┌────────

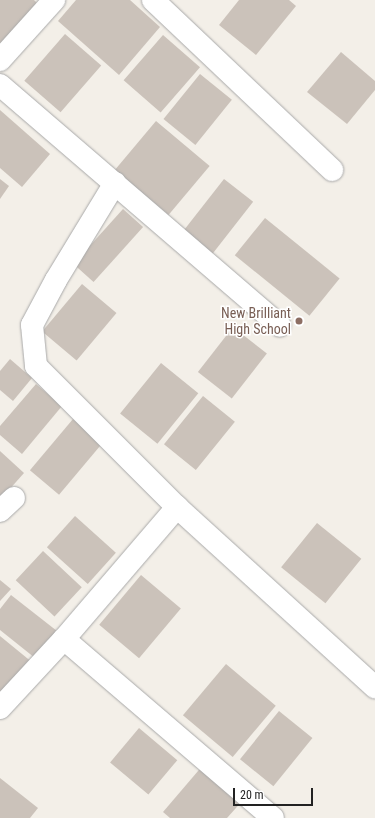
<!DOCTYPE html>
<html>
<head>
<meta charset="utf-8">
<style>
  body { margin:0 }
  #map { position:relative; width:375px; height:818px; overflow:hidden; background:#f3efe8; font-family:"Roboto Condensed",sans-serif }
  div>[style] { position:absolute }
  .building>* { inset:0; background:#cbc2ba; transform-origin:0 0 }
  .roads { filter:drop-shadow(0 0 1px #a9a9a9) drop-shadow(0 0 1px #a9a9a9) }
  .minor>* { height:22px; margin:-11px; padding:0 11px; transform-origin:11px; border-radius:11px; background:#fff }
  .dots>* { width:11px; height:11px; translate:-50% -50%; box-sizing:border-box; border:2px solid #fff; border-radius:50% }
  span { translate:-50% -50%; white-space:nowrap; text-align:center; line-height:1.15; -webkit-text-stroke:3px #fff; paint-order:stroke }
  .education-label { font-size:14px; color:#785e54 }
  .right { translate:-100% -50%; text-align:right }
  .scale { position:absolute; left:233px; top:788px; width:80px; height:18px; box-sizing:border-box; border:2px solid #222; border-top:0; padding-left:5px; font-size:12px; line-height:14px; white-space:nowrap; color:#222; -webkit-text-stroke:3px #fff; paint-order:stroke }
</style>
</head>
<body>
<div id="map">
  <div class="building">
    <div style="clip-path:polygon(0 0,34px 0,39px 5px,0 53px)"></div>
    <div style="clip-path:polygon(76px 0,130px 0,160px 27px,119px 75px,58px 21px)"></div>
    <div style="clip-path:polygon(239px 0,289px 0,296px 6px,256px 55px,219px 25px)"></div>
    <div style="left:65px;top:34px;width:48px;height:62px;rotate:41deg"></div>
    <div style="left:163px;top:35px;width:49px;height:60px;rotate:41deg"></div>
    <div style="clip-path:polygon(341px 52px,375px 81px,375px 90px,347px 124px,307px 92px)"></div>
    <div style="left:200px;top:74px;width:41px;height:58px;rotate:39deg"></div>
    <div style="clip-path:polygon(0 110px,50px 154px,22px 187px,0 168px)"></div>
    <div style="left:156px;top:121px;width:70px;height:64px;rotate:40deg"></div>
    <div style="clip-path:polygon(0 179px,9px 186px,0 199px)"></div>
    <div style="left:224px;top:179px;width:37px;height:69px;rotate:38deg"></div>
    <div style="left:123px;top:209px;width:27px;height:74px;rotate:42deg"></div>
    <div style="left:265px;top:218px;width:96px;height:48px;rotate:39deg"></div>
    <div style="left:82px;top:284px;width:45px;height:62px;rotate:40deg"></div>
    <div style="left:233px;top:327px;width:43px;height:57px;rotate:38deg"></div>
    <div style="clip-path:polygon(10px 359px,32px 378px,13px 401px,0 390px,0 371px)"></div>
    <div style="left:161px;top:363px;width:48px;height:65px;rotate:39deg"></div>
    <div style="clip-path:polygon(36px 384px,62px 406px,22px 454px,0 435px,0 426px)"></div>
    <div style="left:203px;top:396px;width:41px;height:62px;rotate:39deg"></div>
    <div style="left:73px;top:419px;width:38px;height:67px;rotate:40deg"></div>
    <div style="clip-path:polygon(0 451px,24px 473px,0 500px)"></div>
    <div style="left:75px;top:516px;width:55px;height:42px;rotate:42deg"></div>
    <div style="left:317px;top:523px;width:57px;height:57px;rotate:39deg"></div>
    <div style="left:43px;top:551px;width:53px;height:40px;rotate:43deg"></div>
    <div style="left:141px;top:575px;width:52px;height:65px;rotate:40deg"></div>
    <div style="clip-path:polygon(0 580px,11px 589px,0 601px)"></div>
    <div style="clip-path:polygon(11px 595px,57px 631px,35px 658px,0 630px,0 609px)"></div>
    <div style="clip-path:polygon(0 636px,33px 663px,0 700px)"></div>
    <div style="left:226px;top:664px;width:65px;height:67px;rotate:40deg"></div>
    <div style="left:279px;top:711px;width:43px;height:62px;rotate:39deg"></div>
    <div style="left:139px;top:728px;width:50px;height:45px;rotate:40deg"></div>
    <div style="clip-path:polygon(204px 764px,244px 799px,227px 818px,170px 818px,163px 812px)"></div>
    <div style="clip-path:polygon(0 778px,38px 808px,30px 818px,0 818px)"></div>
  </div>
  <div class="roads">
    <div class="minor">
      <div style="left:153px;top:0;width:247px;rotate:43.5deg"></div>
      <div style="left:0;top:60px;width:81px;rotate:-48deg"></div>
      <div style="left:0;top:85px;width:369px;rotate:40.7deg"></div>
      <div style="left:115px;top:183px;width:114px;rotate:121.3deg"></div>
      <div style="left:56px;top:280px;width:51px;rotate:118.1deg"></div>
      <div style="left:32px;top:325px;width:41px;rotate:84.4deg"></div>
      <div style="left:36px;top:366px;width:199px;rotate:45deg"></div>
      <div style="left:177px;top:507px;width:268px;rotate:42.3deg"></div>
      <div style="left:0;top:511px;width:19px;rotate:-43deg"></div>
      <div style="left:64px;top:639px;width:275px;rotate:40.6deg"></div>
      <div style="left:0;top:708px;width:94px;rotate:-47.2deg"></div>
      <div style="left:64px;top:639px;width:174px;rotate:-49.4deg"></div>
    </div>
  </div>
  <div class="dots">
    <div style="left:299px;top:321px;background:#8d6e63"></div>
  </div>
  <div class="education-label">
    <span class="right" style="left:291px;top:321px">New Brilliant<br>High School</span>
  </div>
  <div class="scale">20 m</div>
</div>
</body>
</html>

└────────

# Exercise brief
Everything above from the line containing "height:22px; margin:-11px; padding:0" through the line containing "width:11px; height:11px; translate:-50%" must be copied exactly. Nothing outside that range belongs in the answer.

# Solved problem
  .minor>* { height:22px; margin:-11px; padding:0 11px; transform-origin:11px; border-radius:11px; background:#fff }
  .dots>* { width:11px; height:11px; translate:-50% -50%; box-sizing:border-box; border:2px solid #fff; border-radius:50% }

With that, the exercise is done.